[Source records Boundary: Start]

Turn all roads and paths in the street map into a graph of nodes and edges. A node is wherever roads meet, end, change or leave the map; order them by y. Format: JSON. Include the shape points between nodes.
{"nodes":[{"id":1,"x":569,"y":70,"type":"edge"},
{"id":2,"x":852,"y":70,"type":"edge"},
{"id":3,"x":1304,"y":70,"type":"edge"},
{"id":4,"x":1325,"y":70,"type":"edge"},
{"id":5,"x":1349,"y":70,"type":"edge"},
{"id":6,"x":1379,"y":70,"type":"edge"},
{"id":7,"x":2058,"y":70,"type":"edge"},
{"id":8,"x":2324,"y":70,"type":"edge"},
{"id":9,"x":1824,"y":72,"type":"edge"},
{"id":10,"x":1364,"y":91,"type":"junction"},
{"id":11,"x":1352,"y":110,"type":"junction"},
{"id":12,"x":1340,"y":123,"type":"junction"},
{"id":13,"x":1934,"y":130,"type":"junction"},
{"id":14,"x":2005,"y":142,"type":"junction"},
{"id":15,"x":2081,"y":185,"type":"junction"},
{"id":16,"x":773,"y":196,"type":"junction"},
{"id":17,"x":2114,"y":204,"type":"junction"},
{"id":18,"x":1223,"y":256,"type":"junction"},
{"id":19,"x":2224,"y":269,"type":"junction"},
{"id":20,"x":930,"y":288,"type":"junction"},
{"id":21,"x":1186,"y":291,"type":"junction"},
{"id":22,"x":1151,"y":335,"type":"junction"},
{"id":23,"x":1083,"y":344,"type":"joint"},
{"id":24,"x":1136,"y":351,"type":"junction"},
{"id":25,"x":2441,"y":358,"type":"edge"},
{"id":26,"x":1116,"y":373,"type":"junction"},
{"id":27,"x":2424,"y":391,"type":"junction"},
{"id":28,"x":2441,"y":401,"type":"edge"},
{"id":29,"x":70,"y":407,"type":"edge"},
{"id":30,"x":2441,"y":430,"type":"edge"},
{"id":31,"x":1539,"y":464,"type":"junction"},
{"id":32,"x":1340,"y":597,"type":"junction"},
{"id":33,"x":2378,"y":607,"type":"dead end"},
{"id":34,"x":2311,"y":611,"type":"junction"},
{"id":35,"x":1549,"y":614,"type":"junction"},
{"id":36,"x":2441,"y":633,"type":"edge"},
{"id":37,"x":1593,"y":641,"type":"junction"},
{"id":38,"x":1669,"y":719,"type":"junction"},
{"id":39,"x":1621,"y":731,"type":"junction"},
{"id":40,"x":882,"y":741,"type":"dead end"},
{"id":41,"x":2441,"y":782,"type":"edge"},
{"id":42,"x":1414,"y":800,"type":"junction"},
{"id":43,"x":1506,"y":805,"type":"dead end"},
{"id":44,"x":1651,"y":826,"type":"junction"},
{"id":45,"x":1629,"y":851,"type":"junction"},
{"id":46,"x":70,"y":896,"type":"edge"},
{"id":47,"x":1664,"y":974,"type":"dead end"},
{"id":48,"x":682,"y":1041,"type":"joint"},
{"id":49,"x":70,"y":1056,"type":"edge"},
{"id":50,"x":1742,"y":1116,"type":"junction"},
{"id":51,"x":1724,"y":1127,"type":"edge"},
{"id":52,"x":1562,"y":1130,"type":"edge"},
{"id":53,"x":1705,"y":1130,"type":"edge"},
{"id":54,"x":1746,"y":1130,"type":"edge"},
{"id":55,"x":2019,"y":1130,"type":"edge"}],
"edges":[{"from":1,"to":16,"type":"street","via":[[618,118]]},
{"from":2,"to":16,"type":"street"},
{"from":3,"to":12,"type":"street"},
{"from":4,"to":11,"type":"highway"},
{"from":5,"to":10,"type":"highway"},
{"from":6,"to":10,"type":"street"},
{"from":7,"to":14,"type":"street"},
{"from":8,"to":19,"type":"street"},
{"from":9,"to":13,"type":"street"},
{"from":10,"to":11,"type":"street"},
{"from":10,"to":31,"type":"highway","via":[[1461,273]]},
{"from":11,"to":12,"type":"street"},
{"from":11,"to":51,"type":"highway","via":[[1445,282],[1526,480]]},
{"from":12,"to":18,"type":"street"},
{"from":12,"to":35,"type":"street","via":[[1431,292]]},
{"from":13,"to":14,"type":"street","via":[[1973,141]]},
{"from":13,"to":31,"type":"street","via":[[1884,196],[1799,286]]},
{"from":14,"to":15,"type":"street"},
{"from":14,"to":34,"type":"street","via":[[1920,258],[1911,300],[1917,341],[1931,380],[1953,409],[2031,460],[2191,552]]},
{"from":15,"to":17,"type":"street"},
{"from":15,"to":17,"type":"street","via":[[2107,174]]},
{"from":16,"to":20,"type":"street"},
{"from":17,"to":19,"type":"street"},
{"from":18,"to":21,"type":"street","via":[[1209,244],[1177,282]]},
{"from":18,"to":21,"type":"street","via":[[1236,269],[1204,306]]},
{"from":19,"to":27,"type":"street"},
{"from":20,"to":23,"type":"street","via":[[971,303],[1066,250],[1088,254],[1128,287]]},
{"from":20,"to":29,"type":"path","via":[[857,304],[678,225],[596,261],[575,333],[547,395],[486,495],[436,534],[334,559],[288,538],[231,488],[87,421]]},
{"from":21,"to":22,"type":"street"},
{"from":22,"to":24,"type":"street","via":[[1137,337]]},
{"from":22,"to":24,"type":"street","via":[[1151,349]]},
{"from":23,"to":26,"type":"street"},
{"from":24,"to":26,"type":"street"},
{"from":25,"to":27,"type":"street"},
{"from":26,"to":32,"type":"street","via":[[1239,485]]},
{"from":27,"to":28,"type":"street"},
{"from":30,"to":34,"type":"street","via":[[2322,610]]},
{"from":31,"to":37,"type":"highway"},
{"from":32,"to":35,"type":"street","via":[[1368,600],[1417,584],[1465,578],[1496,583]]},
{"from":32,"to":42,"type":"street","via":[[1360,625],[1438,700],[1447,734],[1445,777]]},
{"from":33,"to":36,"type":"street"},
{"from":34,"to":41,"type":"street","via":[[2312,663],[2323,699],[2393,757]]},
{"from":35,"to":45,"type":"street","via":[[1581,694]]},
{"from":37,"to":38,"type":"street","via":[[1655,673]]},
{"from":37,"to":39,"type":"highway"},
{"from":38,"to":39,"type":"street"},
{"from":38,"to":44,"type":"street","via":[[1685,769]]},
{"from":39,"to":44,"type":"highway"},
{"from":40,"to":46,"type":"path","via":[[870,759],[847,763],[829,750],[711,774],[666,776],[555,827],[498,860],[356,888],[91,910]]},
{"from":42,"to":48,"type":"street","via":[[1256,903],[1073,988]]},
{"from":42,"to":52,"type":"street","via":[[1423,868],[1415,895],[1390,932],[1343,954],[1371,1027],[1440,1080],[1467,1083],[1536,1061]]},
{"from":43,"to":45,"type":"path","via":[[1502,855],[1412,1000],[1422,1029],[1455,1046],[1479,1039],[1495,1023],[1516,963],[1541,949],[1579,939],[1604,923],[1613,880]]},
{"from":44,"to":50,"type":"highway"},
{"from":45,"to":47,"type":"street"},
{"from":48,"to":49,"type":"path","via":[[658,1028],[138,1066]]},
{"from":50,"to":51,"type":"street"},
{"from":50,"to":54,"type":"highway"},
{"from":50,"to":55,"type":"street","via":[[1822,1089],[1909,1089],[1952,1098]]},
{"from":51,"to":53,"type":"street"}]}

[Source records Boundary: End]

# Work task
Each record is to be repeated word for word, with none skipped.

# Finished task
Turn all roads and paths in the street map into a graph of nodes and edges. A node is wherever roads meet, end, change or leave the map; order them by y. Format: JSON. Include the shape points between nodes.
{"nodes":[{"id":1,"x":569,"y":70,"type":"edge"},
{"id":2,"x":852,"y":70,"type":"edge"},
{"id":3,"x":1304,"y":70,"type":"edge"},
{"id":4,"x":1325,"y":70,"type":"edge"},
{"id":5,"x":1349,"y":70,"type":"edge"},
{"id":6,"x":1379,"y":70,"type":"edge"},
{"id":7,"x":2058,"y":70,"type":"edge"},
{"id":8,"x":2324,"y":70,"type":"edge"},
{"id":9,"x":1824,"y":72,"type":"edge"},
{"id":10,"x":1364,"y":91,"type":"junction"},
{"id":11,"x":1352,"y":110,"type":"junction"},
{"id":12,"x":1340,"y":123,"type":"junction"},
{"id":13,"x":1934,"y":130,"type":"junction"},
{"id":14,"x":2005,"y":142,"type":"junction"},
{"id":15,"x":2081,"y":185,"type":"junction"},
{"id":16,"x":773,"y":196,"type":"junction"},
{"id":17,"x":2114,"y":204,"type":"junction"},
{"id":18,"x":1223,"y":256,"type":"junction"},
{"id":19,"x":2224,"y":269,"type":"junction"},
{"id":20,"x":930,"y":288,"type":"junction"},
{"id":21,"x":1186,"y":291,"type":"junction"},
{"id":22,"x":1151,"y":335,"type":"junction"},
{"id":23,"x":1083,"y":344,"type":"joint"},
{"id":24,"x":1136,"y":351,"type":"junction"},
{"id":25,"x":2441,"y":358,"type":"edge"},
{"id":26,"x":1116,"y":373,"type":"junction"},
{"id":27,"x":2424,"y":391,"type":"junction"},
{"id":28,"x":2441,"y":401,"type":"edge"},
{"id":29,"x":70,"y":407,"type":"edge"},
{"id":30,"x":2441,"y":430,"type":"edge"},
{"id":31,"x":1539,"y":464,"type":"junction"},
{"id":32,"x":1340,"y":597,"type":"junction"},
{"id":33,"x":2378,"y":607,"type":"dead end"},
{"id":34,"x":2311,"y":611,"type":"junction"},
{"id":35,"x":1549,"y":614,"type":"junction"},
{"id":36,"x":2441,"y":633,"type":"edge"},
{"id":37,"x":1593,"y":641,"type":"junction"},
{"id":38,"x":1669,"y":719,"type":"junction"},
{"id":39,"x":1621,"y":731,"type":"junction"},
{"id":40,"x":882,"y":741,"type":"dead end"},
{"id":41,"x":2441,"y":782,"type":"edge"},
{"id":42,"x":1414,"y":800,"type":"junction"},
{"id":43,"x":1506,"y":805,"type":"dead end"},
{"id":44,"x":1651,"y":826,"type":"junction"},
{"id":45,"x":1629,"y":851,"type":"junction"},
{"id":46,"x":70,"y":896,"type":"edge"},
{"id":47,"x":1664,"y":974,"type":"dead end"},
{"id":48,"x":682,"y":1041,"type":"joint"},
{"id":49,"x":70,"y":1056,"type":"edge"},
{"id":50,"x":1742,"y":1116,"type":"junction"},
{"id":51,"x":1724,"y":1127,"type":"edge"},
{"id":52,"x":1562,"y":1130,"type":"edge"},
{"id":53,"x":1705,"y":1130,"type":"edge"},
{"id":54,"x":1746,"y":1130,"type":"edge"},
{"id":55,"x":2019,"y":1130,"type":"edge"}],
"edges":[{"from":1,"to":16,"type":"street","via":[[618,118]]},
{"from":2,"to":16,"type":"street"},
{"from":3,"to":12,"type":"street"},
{"from":4,"to":11,"type":"highway"},
{"from":5,"to":10,"type":"highway"},
{"from":6,"to":10,"type":"street"},
{"from":7,"to":14,"type":"street"},
{"from":8,"to":19,"type":"street"},
{"from":9,"to":13,"type":"street"},
{"from":10,"to":11,"type":"street"},
{"from":10,"to":31,"type":"highway","via":[[1461,273]]},
{"from":11,"to":12,"type":"street"},
{"from":11,"to":51,"type":"highway","via":[[1445,282],[1526,480]]},
{"from":12,"to":18,"type":"street"},
{"from":12,"to":35,"type":"street","via":[[1431,292]]},
{"from":13,"to":14,"type":"street","via":[[1973,141]]},
{"from":13,"to":31,"type":"street","via":[[1884,196],[1799,286]]},
{"from":14,"to":15,"type":"street"},
{"from":14,"to":34,"type":"street","via":[[1920,258],[1911,300],[1917,341],[1931,380],[1953,409],[2031,460],[2191,552]]},
{"from":15,"to":17,"type":"street"},
{"from":15,"to":17,"type":"street","via":[[2107,174]]},
{"from":16,"to":20,"type":"street"},
{"from":17,"to":19,"type":"street"},
{"from":18,"to":21,"type":"street","via":[[1209,244],[1177,282]]},
{"from":18,"to":21,"type":"street","via":[[1236,269],[1204,306]]},
{"from":19,"to":27,"type":"street"},
{"from":20,"to":23,"type":"street","via":[[971,303],[1066,250],[1088,254],[1128,287]]},
{"from":20,"to":29,"type":"path","via":[[857,304],[678,225],[596,261],[575,333],[547,395],[486,495],[436,534],[334,559],[288,538],[231,488],[87,421]]},
{"from":21,"to":22,"type":"street"},
{"from":22,"to":24,"type":"street","via":[[1137,337]]},
{"from":22,"to":24,"type":"street","via":[[1151,349]]},
{"from":23,"to":26,"type":"street"},
{"from":24,"to":26,"type":"street"},
{"from":25,"to":27,"type":"street"},
{"from":26,"to":32,"type":"street","via":[[1239,485]]},
{"from":27,"to":28,"type":"street"},
{"from":30,"to":34,"type":"street","via":[[2322,610]]},
{"from":31,"to":37,"type":"highway"},
{"from":32,"to":35,"type":"street","via":[[1368,600],[1417,584],[1465,578],[1496,583]]},
{"from":32,"to":42,"type":"street","via":[[1360,625],[1438,700],[1447,734],[1445,777]]},
{"from":33,"to":36,"type":"street"},
{"from":34,"to":41,"type":"street","via":[[2312,663],[2323,699],[2393,757]]},
{"from":35,"to":45,"type":"street","via":[[1581,694]]},
{"from":37,"to":38,"type":"street","via":[[1655,673]]},
{"from":37,"to":39,"type":"highway"},
{"from":38,"to":39,"type":"street"},
{"from":38,"to":44,"type":"street","via":[[1685,769]]},
{"from":39,"to":44,"type":"highway"},
{"from":40,"to":46,"type":"path","via":[[870,759],[847,763],[829,750],[711,774],[666,776],[555,827],[498,860],[356,888],[91,910]]},
{"from":42,"to":48,"type":"street","via":[[1256,903],[1073,988]]},
{"from":42,"to":52,"type":"street","via":[[1423,868],[1415,895],[1390,932],[1343,954],[1371,1027],[1440,1080],[1467,1083],[1536,1061]]},
{"from":43,"to":45,"type":"path","via":[[1502,855],[1412,1000],[1422,1029],[1455,1046],[1479,1039],[1495,1023],[1516,963],[1541,949],[1579,939],[1604,923],[1613,880]]},
{"from":44,"to":50,"type":"highway"},
{"from":45,"to":47,"type":"street"},
{"from":48,"to":49,"type":"path","via":[[658,1028],[138,1066]]},
{"from":50,"to":51,"type":"street"},
{"from":50,"to":54,"type":"highway"},
{"from":50,"to":55,"type":"street","via":[[1822,1089],[1909,1089],[1952,1098]]},
{"from":51,"to":53,"type":"street"}]}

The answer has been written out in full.